In the present study, the proportion of children with minor functional limitations, GMFCS I and MACS I, was higher than in some earlier studies [11, 13, 22]. We believe that this is mainly due to our careful inventories in order to identify all children with CP living in our region, to offer them participation in the CPUP programme. The prevalence of CP in the study area is 2.4/1.000 .
Gross motor function and manual ability in cerebral palsy are not equivalent entities. Hand function is very closely dependent on cognitive ability and voluntary motor control, and there is often a significant difference between maximal capacity and spontaneous performance, i.e., what the child can do and what he or she really does. The MACS aims to evaluate the latter and give a picture of how well the child can manage in daily manual activities. Performance and capacity are often more closely related in gross motor function, i.e., if a child can walk or sit, he or she usually does .
Another difference between gross motor function and upper limb function is the consequences of a unilateral impairment. A person with unilateral CP will probably walk, or try to walk, on the plegic leg but will sometimes not use the affected arm at all, leading to a lack of bimanual function. To be classified as MACS level I, bimanual hand function is required, and since many children with spastic hemiplegia use alternative strategies to compensate for poor bimanual function they will be evaluated as MACS level II.

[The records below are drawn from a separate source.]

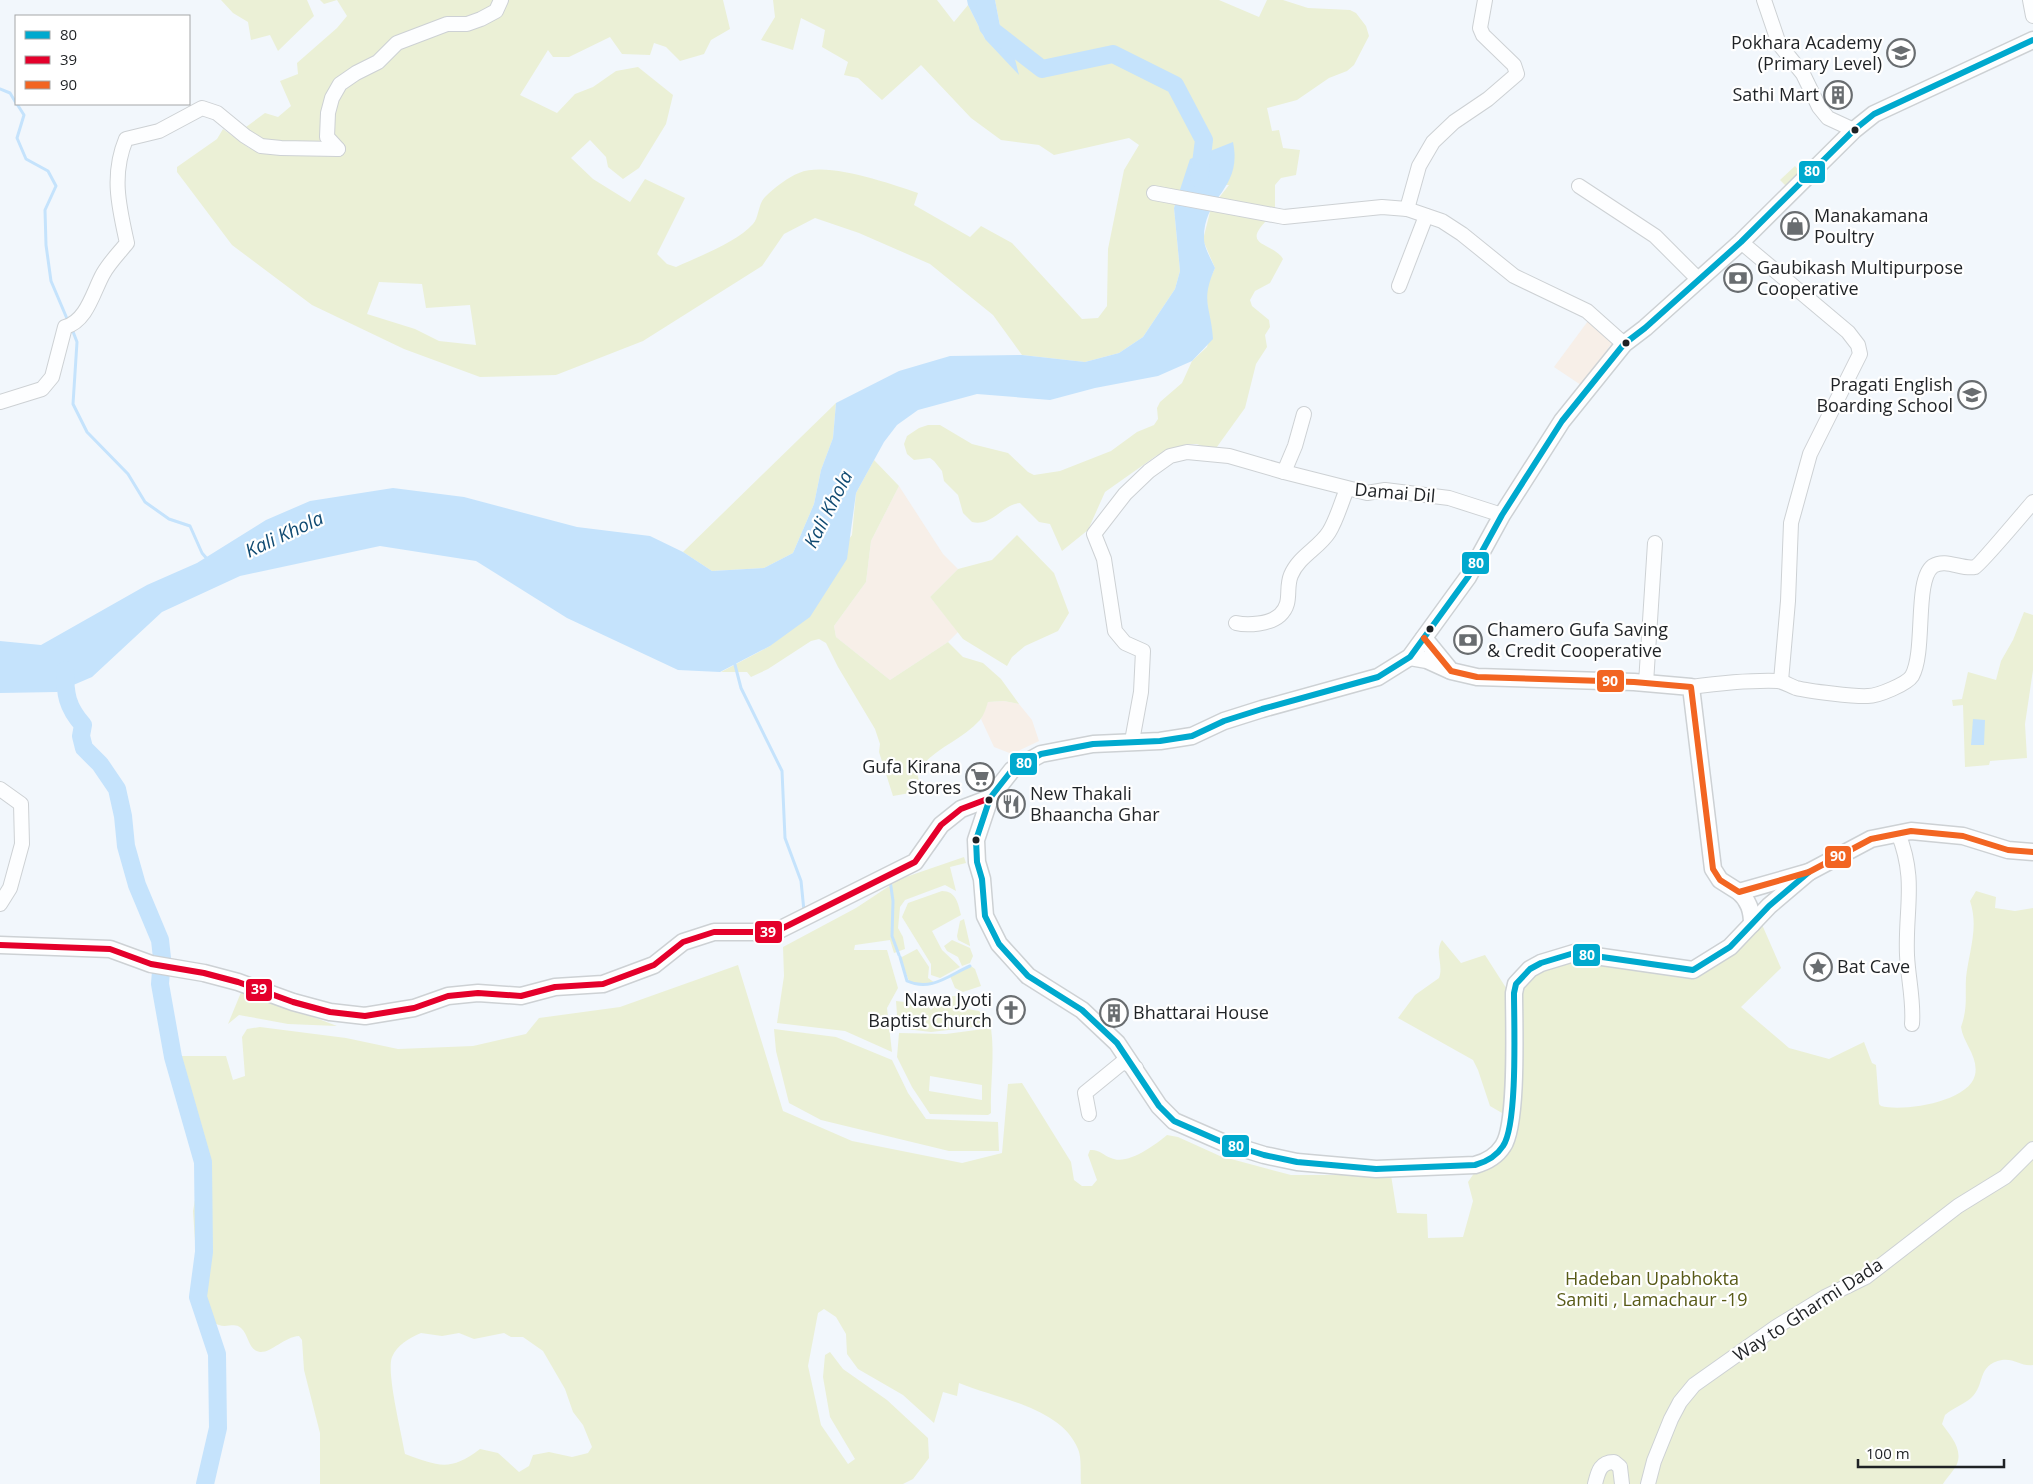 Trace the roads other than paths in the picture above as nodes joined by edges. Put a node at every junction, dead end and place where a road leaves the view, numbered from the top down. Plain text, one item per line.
1 (501, 0) edge
2 (1485, 0) edge
3 (1764, 0) edge
4 (2030, 0) edge
5 (2033, 16) edge
6 (2033, 40) edge
7 (1854, 130) junction
8 (1579, 186) dead end
9 (1154, 193) dead end
10 (1407, 209) junction
11 (1426, 216) junction
12 (1741, 242) junction
13 (1698, 279) junction
14 (1399, 286) dead end
15 (1624, 344) junction
16 (0, 402) edge
17 (1304, 414) dead end
18 (1284, 472) junction
19 (1347, 489) junction
20 (2033, 502) edge
21 (1502, 515) junction
22 (1654, 543) dead end
23 (1236, 623) dead end
24 (1424, 638) junction
25 (1410, 657) junction
26 (1451, 671) junction
27 (1781, 681) junction
28 (1646, 683) junction
29 (1691, 688) junction
30 (1132, 741) junction
31 (0, 789) edge
32 (990, 798) junction
33 (1898, 833) junction
34 (2033, 852) edge
35 (1809, 872) junction
36 (1739, 892) junction
37 (0, 904) edge
38 (1752, 924) junction
39 (0, 945) edge
40 (1912, 1024) dead end
41 (1136, 1068) junction
42 (1089, 1114) dead end
43 (2033, 1149) edge
44 (1595, 1484) edge
45 (1622, 1484) edge
46 (1648, 1484) edge

1 - 16 street
2 - 10 street
3 - 7 street
4 - 5 street
6 - 7 main road
7 - 12 main road
8 - 13 street
9 - 10 street
10 - 11 street
11 - 14 street
11 - 15 street
12 - 13 main road
12 - 27 street
13 - 15 main road
15 - 21 main road
17 - 18 street
18 - 19 street, Damai Dil
18 - 30 street, Damai Dil
19 - 21 street, Damai Dil
19 - 23 street
20 - 27 street
21 - 24 main road
22 - 28 street
24 - 25 main road
24 - 26 main road
25 - 26 main road
25 - 30 main road
26 - 28 main road
27 - 29 street
28 - 29 main road
29 - 36 main road
30 - 32 main road
31 - 37 street
32 - 39 main road
32 - 41 main road
33 - 34 main road
33 - 35 main road
33 - 40 street
35 - 36 main road
35 - 38 main road
36 - 38 main road
38 - 41 main road
41 - 42 street
43 - 46 street, Way to Gharmi Dada
44 - 45 street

These differences may explain why many children with hemiplegia in the present study were evaluated as functionally more limited in manual ability than in gross motor function. In children with spastic hemiplegic CP 53 of 121 (44%) were more limited in manual ability than in gross motor function.
Among children with diplegia 39% were more limited in gross motor function (GMFCS) than manual ability (MACS). The variability was large in this group, with a distribution across all levels of both the MACS and the GMFCS. This variability indicates that the CP subtype spastic diplegia alone gives us insufficient information about the child's gross motor function and about manual ability . Almost all children with spastic tetraplegia were classified as GMFCS V and MACS V, and this subtype seems to be well defined in the Swedish classification. The term bilateral CP, suggested by the SCPE group, joins together spastic diplegia and tetraplegia, which further stresses the need for additional functional grading in order to correctly evaluate each child. A structured model for such a functional grading was also suggested by the SCPE group and may be very useful when describing populations of children with CP.
Children with dyskinetic CP in the present study (n = 51) had large functional limitations and 67% were at levels GMFCS and MACS IV and V. In this group of children, the association between GMFCS and MACS levels was strong. Children with ataxia constituted a small group in the present study (7%). Most had good motor function, 9 of 17 were GMFCS and MACS level I.
There were few outliers. Two children with MACS IV and GMFCS I had spastic hemiplegia, probably with decreased cognitive ability. Two children with MACS I and GMFCS IV had spastic diplegia, and one boy with MACS I and GMFCS V had dyskinetic CP.
The two different non-parametric tests yielded consistent results regarding the association between GMFCS and MACS in the CP subtypes. The Sign test is adequate for paired ordinal data, but generally has low statistical power. The Wilcoxon signed ranks test uses more information, but its applicability for ordinal data could be questioned.